# Do you ever know for sure its okay...?



## YoungMilitarySpouse (Apr 9, 2009)

Im feeling really down right now. I dont know if any of you can see my previous posts, but things with my husband arent going well. Were both young and I was madly in love with him and thought he was ready for marriage but he is not. This marriage has just been a huge disappointment for me and at times has crossed the line to unacceptable. My mind tells me we dont have a marriage and I need to let go bt my heart is still tugging at me. Our one year anniversary is this Sunday. Is it okay to throw in the towel? He says he wont change for anyone ever. That just confirms in my mind its over. But why cant my heart jump on board?


----------



## mommydrgnfly (Apr 29, 2009)

oww and you are a military wife! If you do not mind me asking how old are you two? i can relate to the whole him saying he won't change for no one.. most men i have been with in my life has said that including my hubbie.. stubborness..i am ready to move on but my heart is telling me to stay especially cause i am 31 wks prego.. but u gotta do what is best for YOU! i need to go back and read your other posts.. but right now I have to do an business exam.. hang in there.. if you want you can add me as a friend and we can talk in messages as well... totally up to you hun.. I will remember to read ur other posts though.


----------



## Sensitive (Mar 29, 2009)

Only you can define what is unacceptable in your marriage. I just celebrated my 10th anniversary and Hubby still refuses to change.


----------



## YoungMilitarySpouse (Apr 9, 2009)

I am currently 20 years old and hubby is 22. We got married when I was 19 and he was 21 our one year anniversary is this Sunday.

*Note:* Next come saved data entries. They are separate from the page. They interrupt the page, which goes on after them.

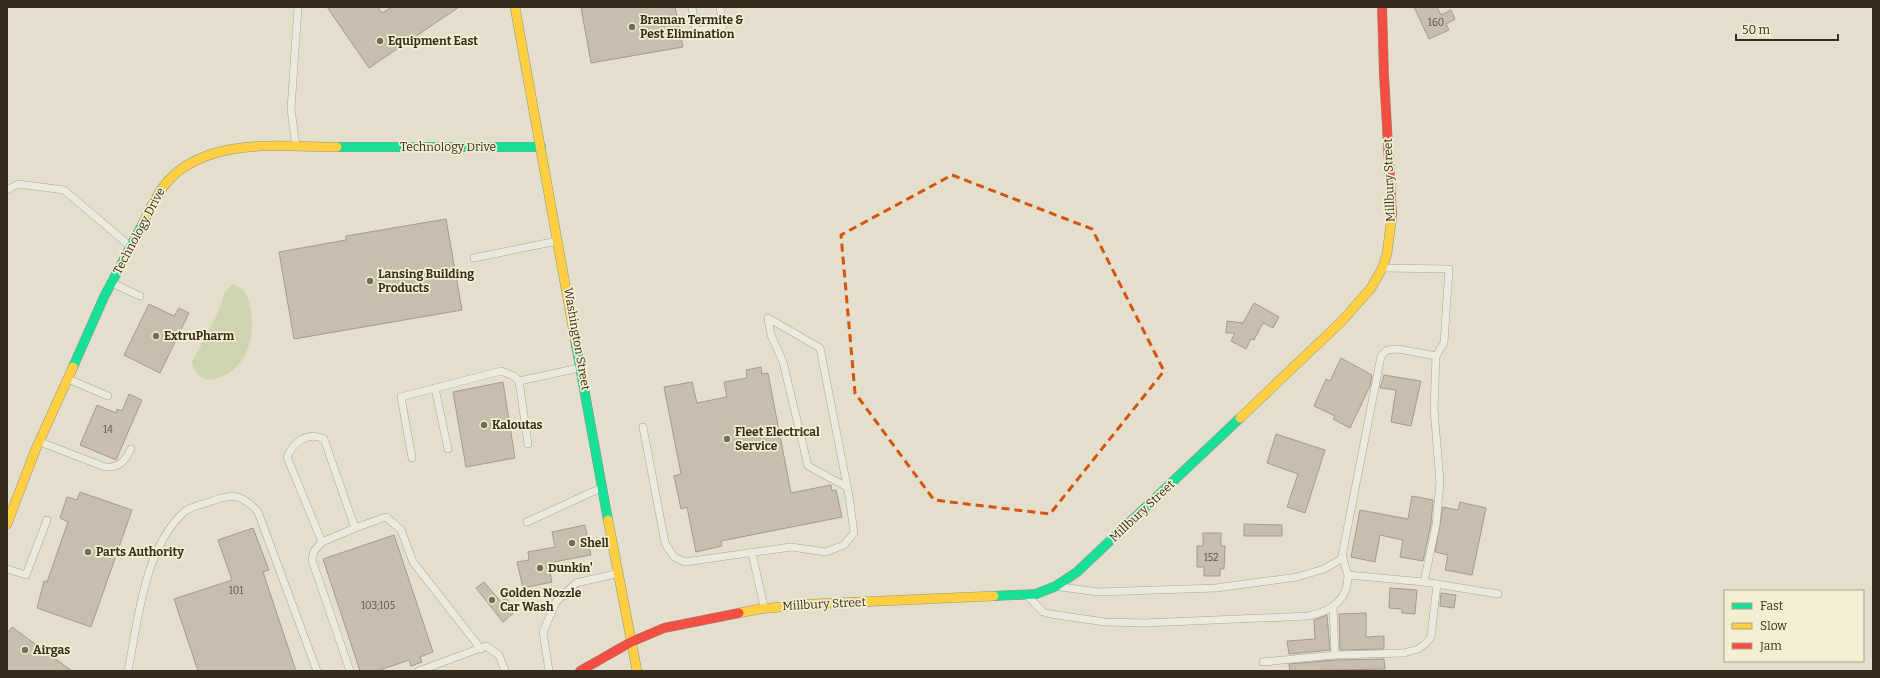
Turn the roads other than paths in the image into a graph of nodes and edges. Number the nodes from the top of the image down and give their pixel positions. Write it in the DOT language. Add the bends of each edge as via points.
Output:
graph roads {
  1 [pos="298,7"];
  2 [pos="516,7"];
  3 [pos="692,7"];
  4 [pos="720,7"];
  5 [pos="1382,7"];
  6 [pos="296,147"];
  7 [pos="542,147"];
  8 [pos="7,190"];
  9 [pos="559,240"];
  10 [pos="130,246"];
  11 [pos="474,258"];
  12 [pos="1382,268"];
  13 [pos="111,283"];
  14 [pos="140,296"];
  15 [pos="1436,356"];
  16 [pos="582,368"];
  17 [pos="68,379"];
  18 [pos="519,381"];
  19 [pos="435,388"];
  20 [pos="108,396"];
  21 [pos="643,427"];
  22 [pos="40,442"];
  23 [pos="528,444"];
  24 [pos="131,449"];
  25 [pos="448,449"];
  26 [pos="412,458"];
  27 [pos="603,487"];
  28 [pos="847,487"];
  29 [pos="47,520"];
  30 [pos="527,522"];
  31 [pos="7,524"];
  32 [pos="355,528"];
  33 [pos="322,542"];
  34 [pos="752,553"];
  35 [pos="1343,558"];
  36 [pos="7,569"];
  37 [pos="618,573"];
  38 [pos="1348,575"];
  39 [pos="1424,582"];
  40 [pos="1437,584"];
  41 [pos="1056,586"];
  42 [pos="1498,594"];
  43 [pos="1027,595"];
  44 [pos="1333,607"];
  45 [pos="764,608"];
  46 [pos="631,642"];
  47 [pos="481,648"];
  48 [pos="1334,655"];
  49 [pos="1263,662"];
  50 [pos="128,671"];
  51 [pos="317,671"];
  52 [pos="350,671"];
  53 [pos="419,671"];
  54 [pos="505,671"];
  55 [pos="549,671"];
  56 [pos="580,671"];
  57 [pos="637,671"];
  1 -- 6 [label="lane" via="291,109"];
  2 -- 7 [label="street, Washington Street"];
  3 -- 4 [label="lane" via="696,31 723,26"];
  5 -- 12 [label="street, Millbury Street" via="1383,71 1392,211 1389,246"];
  6 -- 7 [label="street, Technology Drive"];
  6 -- 10 [label="street, Technology Drive" via="246,147 212,153 188,163 166,182"];
  7 -- 9 [label="street, Washington Street"];
  8 -- 10 [label="lane" via="18,184 64,190"];
  9 -- 11 [label="lane"];
  9 -- 16 [label="street, Washington Street"];
  10 -- 13 [label="street, Technology Drive"];
  12 -- 15 [label="lane" via="1450,269 1444,343"];
  12 -- 41 [label="street, Millbury Street" via="1363,298 1326,336 1077,572"];
  13 -- 14 [label="lane"];
  13 -- 17 [label="street, Technology Drive"];
  15 -- 35 [label="lane" via="1398,349 1387,350 1381,356"];
  15 -- 39 [label="lane" via="1434,408 1440,482 1436,524"];
  16 -- 18 [label="lane"];
  16 -- 27 [label="street, Washington Street"];
  17 -- 20 [label="lane"];
  17 -- 22 [label="street, Technology Drive"];
  18 -- 19 [label="lane" via="514,376 500,371"];
  18 -- 23 [label="lane"];
  19 -- 25 [label="lane"];
  19 -- 26 [label="lane" via="401,397"];
  21 -- 34 [label="lane" via="665,543 674,558 685,562"];
  22 -- 24 [label="lane" via="112,468 124,463"];
  22 -- 31 [label="street, Technology Drive"];
  27 -- 30 [label="lane"];
  27 -- 37 [label="street, Washington Street"];
  28 -- 28 [label="lane" via="820,348 768,318 771,335 783,362 808,466"];
  28 -- 34 [label="lane" via="854,533 844,545 826,552 791,547"];
  29 -- 36 [label="lane" via="26,575"];
  32 -- 33 [label="lane"];
  32 -- 33 [label="lane" via="324,439 316,435 305,437 291,447 287,457"];
  32 -- 47 [label="lane" via="386,517 401,530 413,562"];
  33 -- 52 [label="lane" via="314,551 312,560"];
  34 -- 45 [label="lane"];
  35 -- 38 [label="lane"];
  35 -- 41 [label="lane" via="1324,569 1297,577 1216,588 1098,592"];
  37 -- 46 [label="street, Washington Street"];
  37 -- 55 [label="lane" via="576,583 556,602 543,632"];
  38 -- 39 [label="lane"];
  38 -- 44 [label="lane" via="1346,592"];
  39 -- 40 [label="lane"];
  40 -- 42 [label="lane"];
  40 -- 48 [label="lane" via="1434,626 1431,637 1425,644 1404,653"];
  41 -- 43 [label="street, Millbury Street" via="1046,592"];
  43 -- 44 [label="lane" via="1038,607 1050,614 1117,622 1308,616"];
  43 -- 45 [label="street, Millbury Street"];
  44 -- 48 [label="lane"];
  45 -- 46 [label="street, Millbury Street" via="664,628"];
  46 -- 56 [label="street, Millbury Street"];
  46 -- 57 [label="street, Washington Street"];
  47 -- 53 [label="lane"];
  47 -- 54 [label="lane" via="486,646 499,655"];
  48 -- 49 [label="lane"];
  50 -- 51 [label="lane" via="144,589 154,558 167,533 185,511 225,496 238,496 258,512"];
}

I just dont know what to think anymore about everything. What we have is so far away from what I wanted from a marriage...but is my conception a fantasy or is it actually attainable? I thought being married we would talk about stuff together like making a budget and a plan for saving money and what we would use it on in the future. I thought he would want to show me off to his friends proudly and maybe even include me in some outings with them. I thought I would be a part of his family. I thought when he had a long day I'd be the person hed want to unwind to. I thought we'd be like peas in a pod and people would always see us out together, us doing things together.

Instead I kind of feel like we're just roommates or something. He wakes up goes to work, I wake up later and go to my job. Im not really sure who he knows or what he does really when hes not home. We dont have any savings, he doesnt talk about our future together or planning. The only way I know what is going on with him is to eavesdrop on conversations he has with his family who never talks to me or his best friend. And hed much rather play xbox live with the same best friend he unwinds to than to do anything with me.

Then I ask him if he wants a divorce and he says that HE doesnt want to get a divorce but he thinks its the best thing to do for me to be happy since hes incapable of changing. Thats what he says...not that he doesnt want to change but that hes incapable. And its not like I want him to be a different person I married HIM because i love HIM, I just wish we had a stronger relationship and that he changed the way he showed consideration for me and respected me

Hes not really giving me a clear answer on the divorce. He says he doesnt want it but hes willing to let me go for me to find something better. Im just so confused.


----------



## sisters359 (Apr 9, 2009)

I'm so sorry. Can you get him to try counseling? I am sorry to have to say this, but it sounds like your husband does not really want to be married anymore, either, that he has realized he does not want what you want--and what you want is, for the most part, a fairly normal and realistic expectation for marriage--just don't expect all of it, all the time. No one person can be EVERYTHING for someone else, so friends and family remain important, and having things that are just your interests is fine, too, as long as you always have special time together. Don't keep reducing your expectations, however; that's the road to falling out of love. If you can leave now, while children are not involved, it may be the best thing for you. Don't feel too bad about it, either, b/c you will have learned a lot and you sound like a very bright young person who will learn from mistakes. 

I'm 50, and I don't regret the emotional risks I took when younger--I regret the ones I DIDN'T take. God bless.


----------